= What to work on =
Whichever lines of the material contain "nodes", copy each of them.

= Records to process =
━━━

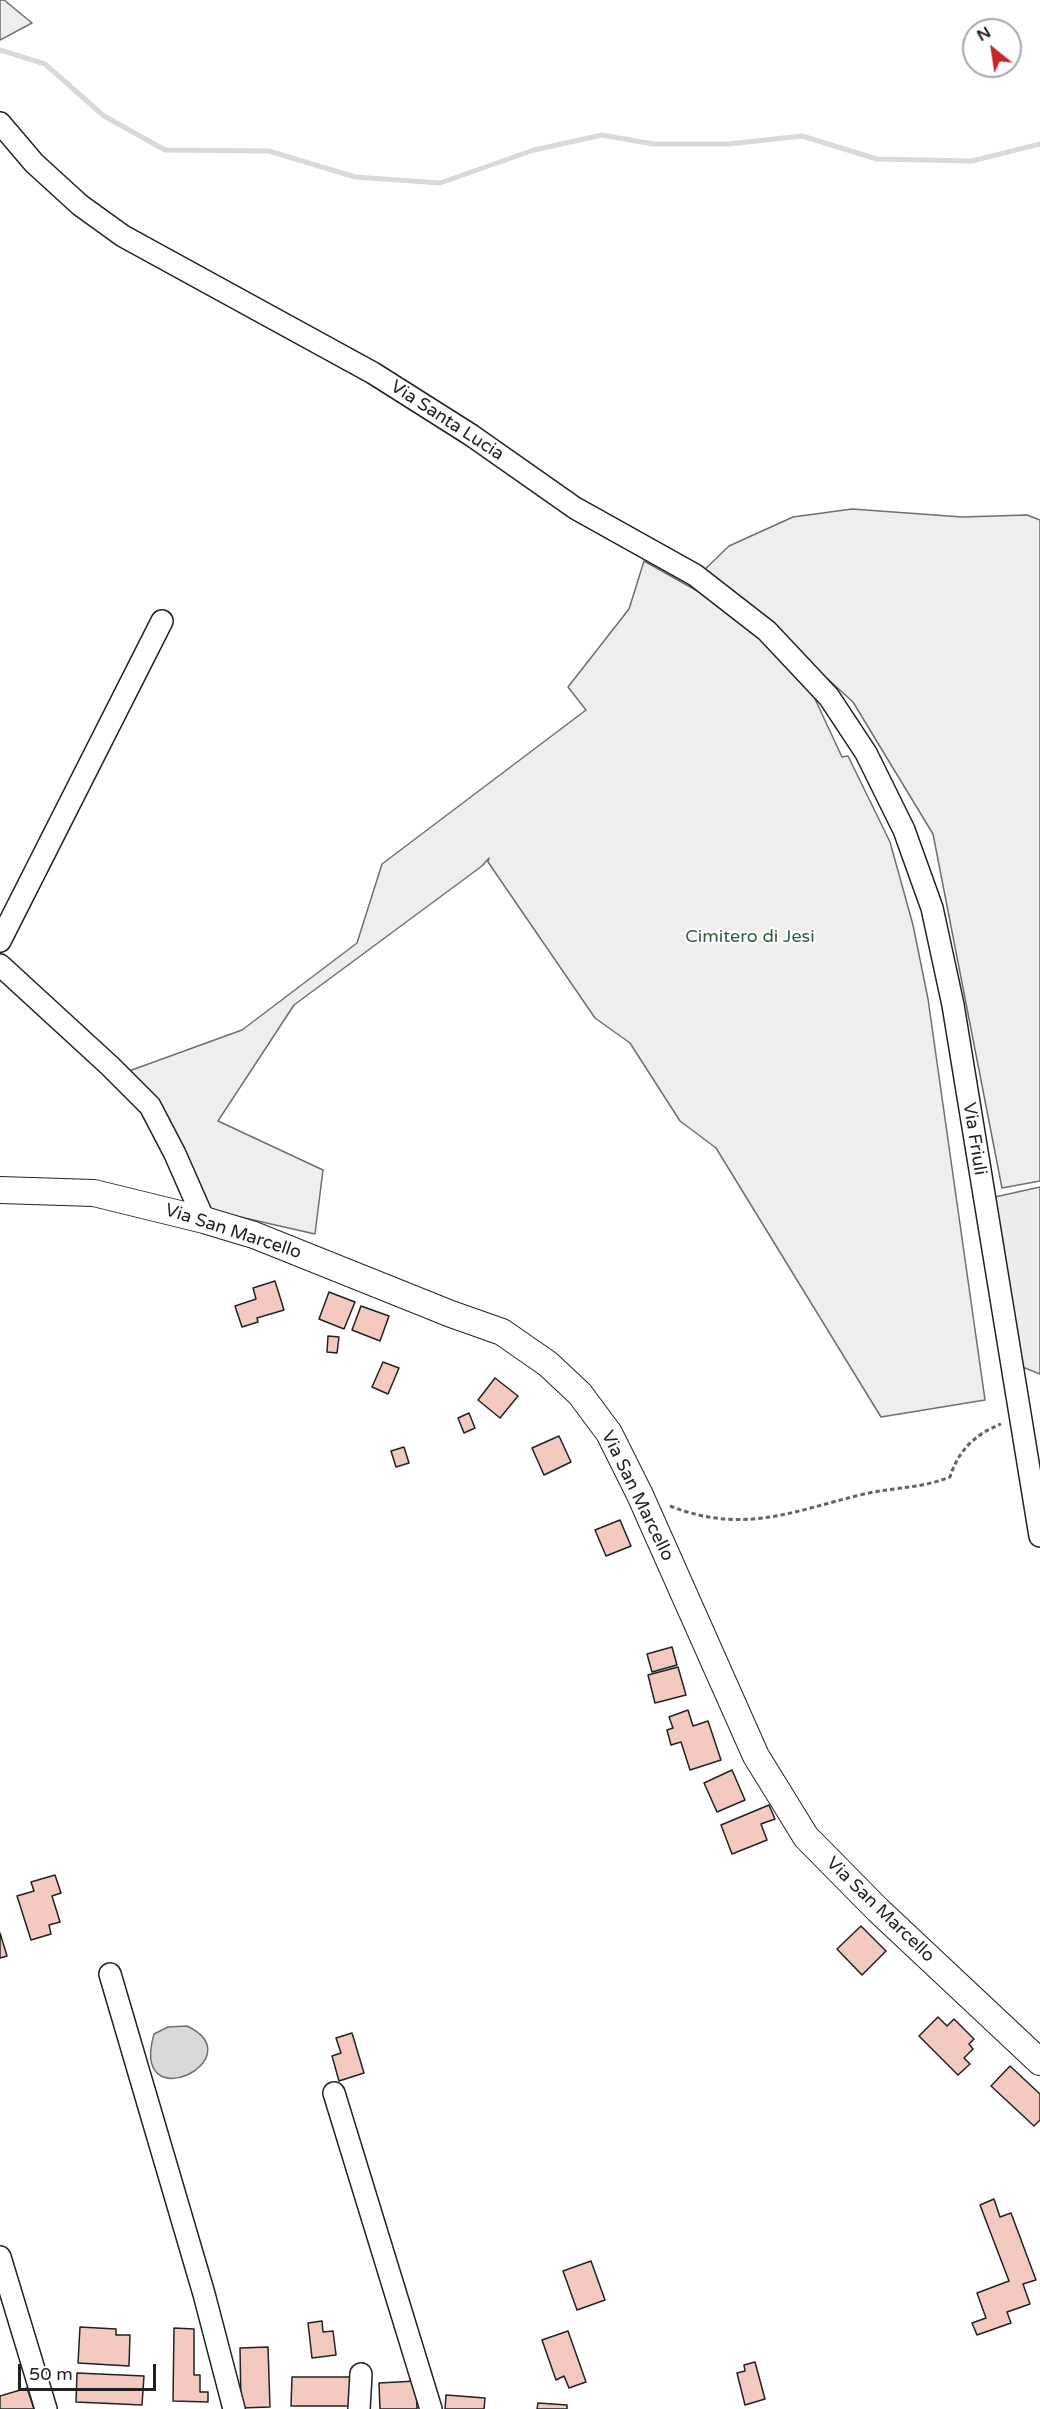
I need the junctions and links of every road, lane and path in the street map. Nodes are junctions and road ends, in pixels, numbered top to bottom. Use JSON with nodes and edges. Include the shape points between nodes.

━━━

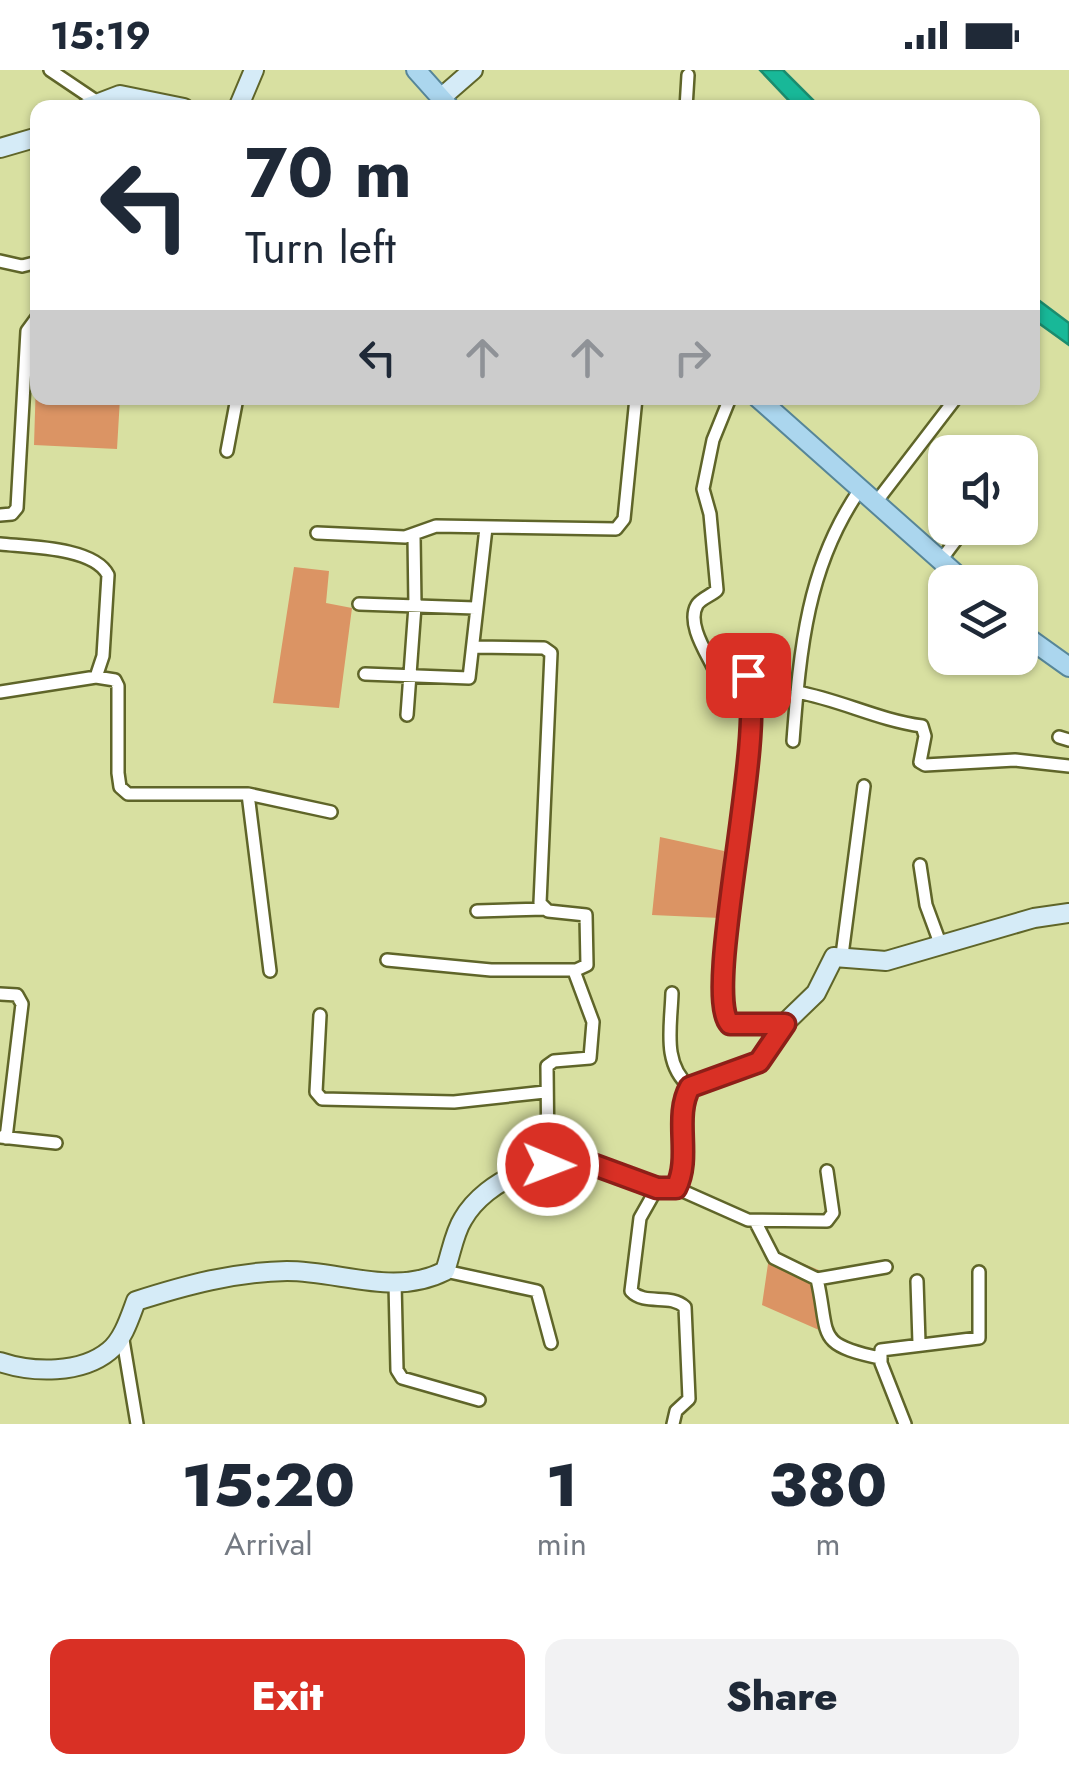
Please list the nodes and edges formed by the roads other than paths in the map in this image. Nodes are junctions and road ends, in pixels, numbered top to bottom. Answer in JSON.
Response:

━━━

= Your solution =
I need the junctions and links of every road, lane and path in the street map. Nodes are junctions and road ends, in pixels, numbered top to bottom. Use JSON with nodes and edges. Include the shape points between nodes.
Please list the nodes and edges formed by the roads other than paths in the map in this image. Nodes are junctions and road ends, in pixels, numbered top to bottom. Answer in JSON.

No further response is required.